[Opening The data section]

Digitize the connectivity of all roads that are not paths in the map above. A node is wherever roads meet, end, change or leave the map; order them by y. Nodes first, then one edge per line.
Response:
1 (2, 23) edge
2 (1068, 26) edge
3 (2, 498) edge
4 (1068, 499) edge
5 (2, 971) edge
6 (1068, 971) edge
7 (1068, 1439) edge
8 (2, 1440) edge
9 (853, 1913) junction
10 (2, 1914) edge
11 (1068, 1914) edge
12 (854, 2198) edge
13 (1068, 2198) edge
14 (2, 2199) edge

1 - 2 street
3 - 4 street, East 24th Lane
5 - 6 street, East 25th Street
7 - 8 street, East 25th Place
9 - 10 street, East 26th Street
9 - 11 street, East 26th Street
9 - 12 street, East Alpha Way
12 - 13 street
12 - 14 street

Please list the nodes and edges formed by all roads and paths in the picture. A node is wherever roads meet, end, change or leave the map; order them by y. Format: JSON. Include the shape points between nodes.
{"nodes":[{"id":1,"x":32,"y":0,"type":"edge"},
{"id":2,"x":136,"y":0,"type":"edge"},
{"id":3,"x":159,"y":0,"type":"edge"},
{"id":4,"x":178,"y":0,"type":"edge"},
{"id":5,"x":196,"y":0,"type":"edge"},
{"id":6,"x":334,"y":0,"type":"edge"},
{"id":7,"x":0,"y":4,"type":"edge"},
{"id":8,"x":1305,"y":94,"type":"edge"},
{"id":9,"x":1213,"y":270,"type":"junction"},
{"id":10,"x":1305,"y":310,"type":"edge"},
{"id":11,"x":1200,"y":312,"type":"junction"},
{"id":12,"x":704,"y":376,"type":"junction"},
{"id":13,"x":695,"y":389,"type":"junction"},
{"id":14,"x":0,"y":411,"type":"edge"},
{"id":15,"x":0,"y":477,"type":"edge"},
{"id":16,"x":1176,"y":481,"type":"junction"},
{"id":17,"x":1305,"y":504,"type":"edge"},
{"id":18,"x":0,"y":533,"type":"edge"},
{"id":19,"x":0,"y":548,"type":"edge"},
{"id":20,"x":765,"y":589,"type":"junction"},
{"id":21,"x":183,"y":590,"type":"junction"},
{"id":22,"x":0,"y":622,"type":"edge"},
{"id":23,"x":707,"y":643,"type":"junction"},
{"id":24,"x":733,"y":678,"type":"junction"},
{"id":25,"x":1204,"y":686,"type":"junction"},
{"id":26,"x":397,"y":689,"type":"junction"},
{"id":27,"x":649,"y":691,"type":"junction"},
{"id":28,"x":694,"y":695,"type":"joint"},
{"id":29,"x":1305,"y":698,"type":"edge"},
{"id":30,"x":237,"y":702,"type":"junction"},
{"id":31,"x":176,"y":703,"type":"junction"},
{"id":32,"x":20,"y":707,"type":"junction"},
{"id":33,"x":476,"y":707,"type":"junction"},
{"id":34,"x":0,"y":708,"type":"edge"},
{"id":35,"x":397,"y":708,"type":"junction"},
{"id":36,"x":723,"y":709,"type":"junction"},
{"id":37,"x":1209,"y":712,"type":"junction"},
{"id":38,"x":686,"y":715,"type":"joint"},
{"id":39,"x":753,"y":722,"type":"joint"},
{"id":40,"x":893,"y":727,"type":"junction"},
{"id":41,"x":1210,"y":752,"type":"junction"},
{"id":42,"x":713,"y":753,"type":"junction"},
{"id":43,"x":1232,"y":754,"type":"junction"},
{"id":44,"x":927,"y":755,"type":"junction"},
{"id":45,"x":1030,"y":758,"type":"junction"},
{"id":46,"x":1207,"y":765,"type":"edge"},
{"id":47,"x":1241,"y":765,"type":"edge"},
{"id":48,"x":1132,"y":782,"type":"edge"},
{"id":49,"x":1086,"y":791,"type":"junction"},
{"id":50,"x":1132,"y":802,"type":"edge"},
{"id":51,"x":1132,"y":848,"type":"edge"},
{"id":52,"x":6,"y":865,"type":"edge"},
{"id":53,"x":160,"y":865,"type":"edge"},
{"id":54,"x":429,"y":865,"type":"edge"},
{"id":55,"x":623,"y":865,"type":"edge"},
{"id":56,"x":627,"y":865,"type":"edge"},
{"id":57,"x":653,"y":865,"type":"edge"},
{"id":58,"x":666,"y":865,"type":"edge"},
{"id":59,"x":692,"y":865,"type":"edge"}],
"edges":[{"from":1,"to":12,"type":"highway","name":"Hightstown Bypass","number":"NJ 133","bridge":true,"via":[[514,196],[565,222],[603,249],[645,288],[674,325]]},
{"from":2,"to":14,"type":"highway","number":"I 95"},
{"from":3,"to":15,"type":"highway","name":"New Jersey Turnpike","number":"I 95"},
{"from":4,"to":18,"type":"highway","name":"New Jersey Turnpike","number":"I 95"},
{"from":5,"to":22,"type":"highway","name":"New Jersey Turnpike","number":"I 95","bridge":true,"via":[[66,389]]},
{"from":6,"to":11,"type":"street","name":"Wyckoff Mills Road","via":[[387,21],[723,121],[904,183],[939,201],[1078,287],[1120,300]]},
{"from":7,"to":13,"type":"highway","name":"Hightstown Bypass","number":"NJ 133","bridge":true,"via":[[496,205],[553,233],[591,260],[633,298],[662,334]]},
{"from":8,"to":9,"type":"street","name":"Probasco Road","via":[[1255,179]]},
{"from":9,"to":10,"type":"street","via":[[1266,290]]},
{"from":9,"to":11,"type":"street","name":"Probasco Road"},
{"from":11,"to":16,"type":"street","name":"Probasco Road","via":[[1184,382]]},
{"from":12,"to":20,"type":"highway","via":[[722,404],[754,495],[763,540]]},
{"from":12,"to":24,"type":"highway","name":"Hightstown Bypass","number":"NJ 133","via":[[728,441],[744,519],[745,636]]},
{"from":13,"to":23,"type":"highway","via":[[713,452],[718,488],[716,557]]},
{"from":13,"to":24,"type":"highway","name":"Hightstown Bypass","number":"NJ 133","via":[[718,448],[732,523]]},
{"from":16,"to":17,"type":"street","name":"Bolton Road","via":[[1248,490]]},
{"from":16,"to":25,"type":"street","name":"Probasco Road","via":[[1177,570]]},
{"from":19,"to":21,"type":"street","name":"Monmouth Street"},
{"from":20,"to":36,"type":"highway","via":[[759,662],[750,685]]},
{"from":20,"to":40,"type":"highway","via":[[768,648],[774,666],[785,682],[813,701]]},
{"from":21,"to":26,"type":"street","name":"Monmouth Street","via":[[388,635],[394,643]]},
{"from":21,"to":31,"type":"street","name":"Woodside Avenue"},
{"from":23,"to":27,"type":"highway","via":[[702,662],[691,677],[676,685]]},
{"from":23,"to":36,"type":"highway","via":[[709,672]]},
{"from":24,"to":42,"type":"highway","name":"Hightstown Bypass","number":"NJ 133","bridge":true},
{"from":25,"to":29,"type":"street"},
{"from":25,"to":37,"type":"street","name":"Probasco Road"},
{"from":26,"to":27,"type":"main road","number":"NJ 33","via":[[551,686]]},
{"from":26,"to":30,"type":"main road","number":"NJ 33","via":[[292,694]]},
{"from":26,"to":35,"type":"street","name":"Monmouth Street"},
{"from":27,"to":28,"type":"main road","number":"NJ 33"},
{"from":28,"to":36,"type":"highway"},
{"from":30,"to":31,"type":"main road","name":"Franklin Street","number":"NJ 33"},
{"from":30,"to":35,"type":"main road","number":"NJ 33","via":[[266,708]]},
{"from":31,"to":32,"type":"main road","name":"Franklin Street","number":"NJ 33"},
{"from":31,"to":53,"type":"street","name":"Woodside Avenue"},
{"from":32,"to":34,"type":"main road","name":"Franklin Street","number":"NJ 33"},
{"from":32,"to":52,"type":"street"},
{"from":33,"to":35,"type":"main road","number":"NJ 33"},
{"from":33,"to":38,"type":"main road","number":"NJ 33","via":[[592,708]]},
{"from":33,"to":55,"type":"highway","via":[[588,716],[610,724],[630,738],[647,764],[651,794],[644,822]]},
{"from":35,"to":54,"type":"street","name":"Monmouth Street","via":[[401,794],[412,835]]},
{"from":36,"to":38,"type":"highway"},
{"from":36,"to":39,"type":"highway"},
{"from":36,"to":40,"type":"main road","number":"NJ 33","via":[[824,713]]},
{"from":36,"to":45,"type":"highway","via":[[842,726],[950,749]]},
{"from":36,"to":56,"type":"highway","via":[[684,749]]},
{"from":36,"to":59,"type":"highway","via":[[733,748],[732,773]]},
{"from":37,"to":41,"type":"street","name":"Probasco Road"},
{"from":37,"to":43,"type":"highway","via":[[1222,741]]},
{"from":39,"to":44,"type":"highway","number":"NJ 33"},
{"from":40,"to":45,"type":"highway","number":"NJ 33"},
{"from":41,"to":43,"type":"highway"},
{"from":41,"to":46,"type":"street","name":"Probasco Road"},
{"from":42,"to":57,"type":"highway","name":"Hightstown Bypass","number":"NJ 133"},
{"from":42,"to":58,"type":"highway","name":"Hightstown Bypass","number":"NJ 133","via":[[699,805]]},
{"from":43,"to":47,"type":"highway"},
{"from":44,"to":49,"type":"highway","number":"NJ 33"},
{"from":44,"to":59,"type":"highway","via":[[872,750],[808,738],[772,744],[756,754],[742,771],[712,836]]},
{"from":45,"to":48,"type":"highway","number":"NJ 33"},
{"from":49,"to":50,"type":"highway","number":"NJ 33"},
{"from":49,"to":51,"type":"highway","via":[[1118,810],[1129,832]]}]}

[Closing The data section]

Search the entries for the word "Avenue", then copy every line in which it is found.

{"from":21,"to":31,"type":"street","name":"Woodside Avenue"},
{"from":31,"to":53,"type":"street","name":"Woodside Avenue"},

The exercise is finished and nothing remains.